Projects

Digital video. ORT 11 min 02 sec.

During a four-month stint living in Istanbul, I was often mistaken for a native. I would sometimes go along to see how far I could stretch it, enjoying my fictional Turkish self. But inevitably, the evidence would give away my true identity, my speech revealing New York and my features pointing to Italy. 

But I had a tie-in to Turkey long before ending up there. Growing up in my hometown of Gaeta, Italy, I had been told stories of Turkish pirates arriving by boat, hiding out in a cave that’s now known as La Grotta del Turco, sleeping during the day and coming out to pillage the town at night. These legends ran wild in my mind and made me wonder how much of our Italian town could claim some amount of Turkish lineage.

This idea of being mistaken, the slippage of identity, was the seed for this project.

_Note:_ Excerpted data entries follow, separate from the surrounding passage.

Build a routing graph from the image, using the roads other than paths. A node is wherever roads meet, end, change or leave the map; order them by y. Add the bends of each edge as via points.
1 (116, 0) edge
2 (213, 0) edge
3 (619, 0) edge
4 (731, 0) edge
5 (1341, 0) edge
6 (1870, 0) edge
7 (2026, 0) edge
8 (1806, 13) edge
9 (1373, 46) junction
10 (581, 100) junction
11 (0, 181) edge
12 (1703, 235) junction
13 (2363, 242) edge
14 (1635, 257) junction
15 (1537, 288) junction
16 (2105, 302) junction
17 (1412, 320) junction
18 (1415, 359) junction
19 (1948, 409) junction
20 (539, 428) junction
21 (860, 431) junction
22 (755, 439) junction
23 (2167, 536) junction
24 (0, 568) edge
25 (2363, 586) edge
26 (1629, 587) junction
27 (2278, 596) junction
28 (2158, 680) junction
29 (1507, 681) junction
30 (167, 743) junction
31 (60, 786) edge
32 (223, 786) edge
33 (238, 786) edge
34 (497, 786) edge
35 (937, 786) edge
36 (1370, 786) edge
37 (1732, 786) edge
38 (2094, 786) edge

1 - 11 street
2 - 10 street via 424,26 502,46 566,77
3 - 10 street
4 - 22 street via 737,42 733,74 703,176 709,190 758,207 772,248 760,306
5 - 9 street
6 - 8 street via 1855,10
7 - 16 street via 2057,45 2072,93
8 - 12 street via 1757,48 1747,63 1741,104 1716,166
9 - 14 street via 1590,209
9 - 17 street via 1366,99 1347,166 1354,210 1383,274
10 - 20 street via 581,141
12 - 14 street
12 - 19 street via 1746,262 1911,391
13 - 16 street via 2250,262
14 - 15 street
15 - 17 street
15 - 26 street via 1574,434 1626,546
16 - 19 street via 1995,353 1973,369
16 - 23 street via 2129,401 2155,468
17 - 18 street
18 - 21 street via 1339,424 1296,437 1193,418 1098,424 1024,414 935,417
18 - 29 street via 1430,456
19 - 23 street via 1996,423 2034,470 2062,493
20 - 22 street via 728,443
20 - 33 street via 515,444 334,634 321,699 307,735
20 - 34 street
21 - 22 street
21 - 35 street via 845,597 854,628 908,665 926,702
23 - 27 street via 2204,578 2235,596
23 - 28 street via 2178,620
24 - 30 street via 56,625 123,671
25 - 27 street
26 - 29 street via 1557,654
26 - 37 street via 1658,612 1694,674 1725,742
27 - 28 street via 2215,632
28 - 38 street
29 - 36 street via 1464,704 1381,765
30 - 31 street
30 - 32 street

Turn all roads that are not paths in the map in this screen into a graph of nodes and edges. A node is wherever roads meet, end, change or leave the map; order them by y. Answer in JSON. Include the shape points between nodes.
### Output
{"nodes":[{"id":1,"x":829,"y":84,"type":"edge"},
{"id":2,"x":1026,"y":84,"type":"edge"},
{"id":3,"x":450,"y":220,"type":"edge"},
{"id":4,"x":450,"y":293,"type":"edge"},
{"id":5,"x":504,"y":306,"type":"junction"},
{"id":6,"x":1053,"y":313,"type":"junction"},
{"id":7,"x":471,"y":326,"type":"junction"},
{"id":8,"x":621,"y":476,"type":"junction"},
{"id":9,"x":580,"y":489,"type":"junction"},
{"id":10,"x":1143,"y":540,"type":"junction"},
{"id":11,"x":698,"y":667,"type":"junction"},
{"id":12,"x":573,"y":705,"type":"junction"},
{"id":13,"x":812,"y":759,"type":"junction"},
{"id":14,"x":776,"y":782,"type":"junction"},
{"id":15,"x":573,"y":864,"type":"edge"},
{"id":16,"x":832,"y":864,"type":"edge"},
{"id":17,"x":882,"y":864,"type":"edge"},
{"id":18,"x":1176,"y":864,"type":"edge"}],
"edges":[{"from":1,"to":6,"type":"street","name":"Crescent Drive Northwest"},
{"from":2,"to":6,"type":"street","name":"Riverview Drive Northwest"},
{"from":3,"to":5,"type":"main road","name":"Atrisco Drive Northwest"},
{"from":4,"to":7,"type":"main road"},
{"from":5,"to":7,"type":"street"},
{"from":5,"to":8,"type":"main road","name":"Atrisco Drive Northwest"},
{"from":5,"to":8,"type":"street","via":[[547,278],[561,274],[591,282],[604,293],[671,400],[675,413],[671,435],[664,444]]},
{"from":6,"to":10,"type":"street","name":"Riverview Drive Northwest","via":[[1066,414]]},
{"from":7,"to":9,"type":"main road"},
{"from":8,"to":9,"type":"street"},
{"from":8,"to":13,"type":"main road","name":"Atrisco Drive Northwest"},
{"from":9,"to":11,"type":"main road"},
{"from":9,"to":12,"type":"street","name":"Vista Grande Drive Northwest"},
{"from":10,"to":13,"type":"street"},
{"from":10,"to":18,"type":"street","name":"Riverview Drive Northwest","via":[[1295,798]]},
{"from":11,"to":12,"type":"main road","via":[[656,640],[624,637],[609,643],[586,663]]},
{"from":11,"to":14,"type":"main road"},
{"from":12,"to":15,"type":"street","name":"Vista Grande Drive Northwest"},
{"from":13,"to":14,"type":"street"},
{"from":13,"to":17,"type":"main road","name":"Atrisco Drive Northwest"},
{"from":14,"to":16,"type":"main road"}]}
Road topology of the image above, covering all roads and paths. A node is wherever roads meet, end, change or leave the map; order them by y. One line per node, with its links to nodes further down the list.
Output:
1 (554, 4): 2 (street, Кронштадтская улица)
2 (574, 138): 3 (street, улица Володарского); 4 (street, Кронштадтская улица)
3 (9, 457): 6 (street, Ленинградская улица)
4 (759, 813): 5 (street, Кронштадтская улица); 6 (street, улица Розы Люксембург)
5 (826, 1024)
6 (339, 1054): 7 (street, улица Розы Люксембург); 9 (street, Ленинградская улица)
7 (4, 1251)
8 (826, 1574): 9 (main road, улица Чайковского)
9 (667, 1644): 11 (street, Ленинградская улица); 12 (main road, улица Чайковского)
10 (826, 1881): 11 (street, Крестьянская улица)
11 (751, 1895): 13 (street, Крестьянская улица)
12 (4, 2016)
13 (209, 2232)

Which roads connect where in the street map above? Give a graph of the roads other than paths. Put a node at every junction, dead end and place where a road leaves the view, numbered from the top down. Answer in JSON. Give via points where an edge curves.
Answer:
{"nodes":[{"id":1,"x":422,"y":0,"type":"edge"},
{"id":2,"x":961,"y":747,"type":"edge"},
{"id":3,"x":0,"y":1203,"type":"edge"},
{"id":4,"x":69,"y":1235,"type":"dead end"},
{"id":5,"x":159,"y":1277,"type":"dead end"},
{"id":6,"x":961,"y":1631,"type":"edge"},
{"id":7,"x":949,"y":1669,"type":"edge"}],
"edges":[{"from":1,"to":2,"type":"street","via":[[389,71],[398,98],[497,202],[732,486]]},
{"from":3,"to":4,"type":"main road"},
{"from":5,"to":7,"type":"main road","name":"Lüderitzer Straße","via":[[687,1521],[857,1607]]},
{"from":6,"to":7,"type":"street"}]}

When I first visited the traditional Turkish bathhouse of Çemberlitaş Hamamı in Istanbul, it felt like I was looking at a reverse peephole, a portal back to Italy and the bathhouses in Rome, a  point of contrast to the Grotta del Turco of my childhood. I knew this had to be the site of my next project. In this video, watch me getting scrubbed down by two Turkish bathers whose gestures slowly begin wearing away at my body, erasing me from the frame. This was my way of exploring the linked histories between the two countries, the way bathhouses have historically been a place where culture meets ritual and vulnerability meets masculinity.